Orphée Mickalad was one of 11 candidates who contested the seat in a recent byelection and he won with 7123 votes. He was sworn in last week.
Mickalad told Asia Pacific Report that he was blessed and extremely grateful to be elected as a fresh, young city councillor.
“It is truly a blessing, especially someone from a migrant refugee background, to come to this country and to stand for public office – and get elected,” said Mickalad.
He said it was something good and worth applauding.
The 30-year-old said it was his dream of becoming a politician. While he was growing up he observed people suffering in his home country from bad leadership that caused trouble for many innocent lives.
It was his ambition to make changes on policies and laws to empower the community that he would be representing.
‘When I grow up’
“When I grow up, I was telling myself, I want to be a good politician to make laws that will actually benefit people rather than destroy their future,” said Mickalad.
He had arrived in New Zealand 15 years ago as a migrant refugee teenager.
Mickalad describes himself as a young councillor, saying that he is keen to listen to anyone bringing up important community issues.
He said the strength of his personal policy was coming up with fresh ideas and perspectives.
After consulting with the community, he tries to accommodate all aspirations and compiles them in the form of policy that he would bring to the table.
He groups the policy into four sectors – including economic development, the environment, housing, and infrastructure.
“After my consultation with the public, I realised what was important to them was better housing, the environment, and also economic development.”
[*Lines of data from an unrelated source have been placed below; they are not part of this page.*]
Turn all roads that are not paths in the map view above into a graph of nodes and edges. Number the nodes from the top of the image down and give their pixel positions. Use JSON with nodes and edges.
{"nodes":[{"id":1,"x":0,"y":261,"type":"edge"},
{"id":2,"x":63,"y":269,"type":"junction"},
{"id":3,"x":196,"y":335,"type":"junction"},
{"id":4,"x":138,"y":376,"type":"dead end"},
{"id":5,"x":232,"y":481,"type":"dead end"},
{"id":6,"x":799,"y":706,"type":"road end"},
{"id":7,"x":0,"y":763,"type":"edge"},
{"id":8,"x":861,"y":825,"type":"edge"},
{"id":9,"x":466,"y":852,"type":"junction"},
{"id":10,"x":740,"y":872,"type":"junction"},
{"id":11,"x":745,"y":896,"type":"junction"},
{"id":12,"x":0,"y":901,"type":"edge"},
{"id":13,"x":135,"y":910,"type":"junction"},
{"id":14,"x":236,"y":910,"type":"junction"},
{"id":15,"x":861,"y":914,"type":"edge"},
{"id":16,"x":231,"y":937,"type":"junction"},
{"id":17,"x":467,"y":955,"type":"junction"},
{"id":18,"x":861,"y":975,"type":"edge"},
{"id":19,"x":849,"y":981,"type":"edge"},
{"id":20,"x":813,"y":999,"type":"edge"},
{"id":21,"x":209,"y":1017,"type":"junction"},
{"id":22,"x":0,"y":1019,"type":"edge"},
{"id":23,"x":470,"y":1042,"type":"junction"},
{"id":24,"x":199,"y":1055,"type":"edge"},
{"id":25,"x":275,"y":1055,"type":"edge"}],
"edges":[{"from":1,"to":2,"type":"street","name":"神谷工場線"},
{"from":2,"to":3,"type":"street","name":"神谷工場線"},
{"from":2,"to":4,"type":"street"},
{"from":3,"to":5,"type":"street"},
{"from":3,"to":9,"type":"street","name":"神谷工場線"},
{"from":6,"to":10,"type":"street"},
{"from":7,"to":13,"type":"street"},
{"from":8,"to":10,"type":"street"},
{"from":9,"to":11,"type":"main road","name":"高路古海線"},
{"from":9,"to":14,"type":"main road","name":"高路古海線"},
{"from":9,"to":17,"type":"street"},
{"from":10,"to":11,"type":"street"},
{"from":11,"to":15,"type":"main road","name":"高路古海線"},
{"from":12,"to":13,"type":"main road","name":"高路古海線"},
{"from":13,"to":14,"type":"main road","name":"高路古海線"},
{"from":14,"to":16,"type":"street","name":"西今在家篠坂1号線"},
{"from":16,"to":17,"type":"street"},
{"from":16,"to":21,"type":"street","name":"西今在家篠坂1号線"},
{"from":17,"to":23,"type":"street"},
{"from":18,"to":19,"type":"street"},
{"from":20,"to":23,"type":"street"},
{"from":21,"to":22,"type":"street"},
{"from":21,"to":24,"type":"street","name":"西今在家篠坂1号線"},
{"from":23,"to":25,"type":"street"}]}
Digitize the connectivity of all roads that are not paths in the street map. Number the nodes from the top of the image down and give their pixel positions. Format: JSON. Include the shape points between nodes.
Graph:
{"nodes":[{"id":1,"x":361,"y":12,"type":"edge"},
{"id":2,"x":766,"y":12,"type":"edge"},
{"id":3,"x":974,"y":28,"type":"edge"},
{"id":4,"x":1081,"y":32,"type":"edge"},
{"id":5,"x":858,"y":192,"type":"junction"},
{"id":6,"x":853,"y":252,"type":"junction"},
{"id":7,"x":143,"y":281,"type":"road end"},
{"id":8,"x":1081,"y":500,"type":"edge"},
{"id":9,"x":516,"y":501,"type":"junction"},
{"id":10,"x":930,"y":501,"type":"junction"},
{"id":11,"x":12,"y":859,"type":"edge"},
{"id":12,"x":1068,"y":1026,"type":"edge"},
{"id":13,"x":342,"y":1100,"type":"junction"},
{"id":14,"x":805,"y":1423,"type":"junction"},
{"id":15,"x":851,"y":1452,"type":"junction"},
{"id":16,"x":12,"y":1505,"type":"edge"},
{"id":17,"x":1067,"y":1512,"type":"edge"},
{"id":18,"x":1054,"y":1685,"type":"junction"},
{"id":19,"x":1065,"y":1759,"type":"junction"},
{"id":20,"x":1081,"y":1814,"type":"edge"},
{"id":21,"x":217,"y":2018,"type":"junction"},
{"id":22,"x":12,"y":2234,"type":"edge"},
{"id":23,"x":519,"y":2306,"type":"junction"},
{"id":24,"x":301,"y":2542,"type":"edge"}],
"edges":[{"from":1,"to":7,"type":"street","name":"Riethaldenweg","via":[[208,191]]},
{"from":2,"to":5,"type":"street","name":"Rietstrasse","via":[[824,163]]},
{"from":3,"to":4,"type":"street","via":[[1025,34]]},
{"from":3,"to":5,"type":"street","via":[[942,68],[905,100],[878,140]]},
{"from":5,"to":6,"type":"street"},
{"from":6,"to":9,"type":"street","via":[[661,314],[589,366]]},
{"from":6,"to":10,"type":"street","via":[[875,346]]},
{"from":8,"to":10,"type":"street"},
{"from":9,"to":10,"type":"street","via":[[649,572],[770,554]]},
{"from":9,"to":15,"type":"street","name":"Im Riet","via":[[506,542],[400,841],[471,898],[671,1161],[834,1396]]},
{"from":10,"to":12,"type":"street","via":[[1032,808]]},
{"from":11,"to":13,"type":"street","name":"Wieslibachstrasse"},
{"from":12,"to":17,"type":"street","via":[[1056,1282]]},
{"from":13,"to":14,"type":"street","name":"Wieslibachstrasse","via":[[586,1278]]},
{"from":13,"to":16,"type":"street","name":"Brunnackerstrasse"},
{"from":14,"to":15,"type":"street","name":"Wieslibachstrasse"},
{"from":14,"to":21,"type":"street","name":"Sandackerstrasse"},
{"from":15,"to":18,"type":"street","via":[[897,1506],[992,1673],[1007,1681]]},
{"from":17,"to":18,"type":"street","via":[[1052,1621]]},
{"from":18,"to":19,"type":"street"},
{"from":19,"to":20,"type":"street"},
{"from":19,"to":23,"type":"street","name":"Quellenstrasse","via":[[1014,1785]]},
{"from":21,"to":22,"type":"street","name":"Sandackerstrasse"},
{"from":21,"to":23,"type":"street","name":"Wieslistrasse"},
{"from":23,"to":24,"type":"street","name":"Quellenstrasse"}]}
Mickalad completed his high school studies in Palmerston North and earned two degrees from Massey University.
He calls on other migrant communities in Aotearoa-New Zealand to be “courageous”.
“For migrant communities all I have to say is that we should not sit back and just relax, hoping that people will bring change for us. It is important for us to stand up and put ourselves out there.”
He said he could have been fearful over whether rivals would not accept hm “because of who I am or because of what I look like”. But he had “boldly” advocated over issues that were important to the community.”
Mickalad said he was delighted to bring to the table issues that existed in the migrant community.
“I believe God had a big part in gaining this seat. Just trusting God and making sure that all of us have something to give to society,” he said.
“I do believe that one way or another, even if we are not elected to council we can get involved in community organisations.”
Laurens Ikinia is a Papuan Masters in Communication Studies student at Auckland University of Technology who has been studying journalism. He contributes to Asia Pacific Report.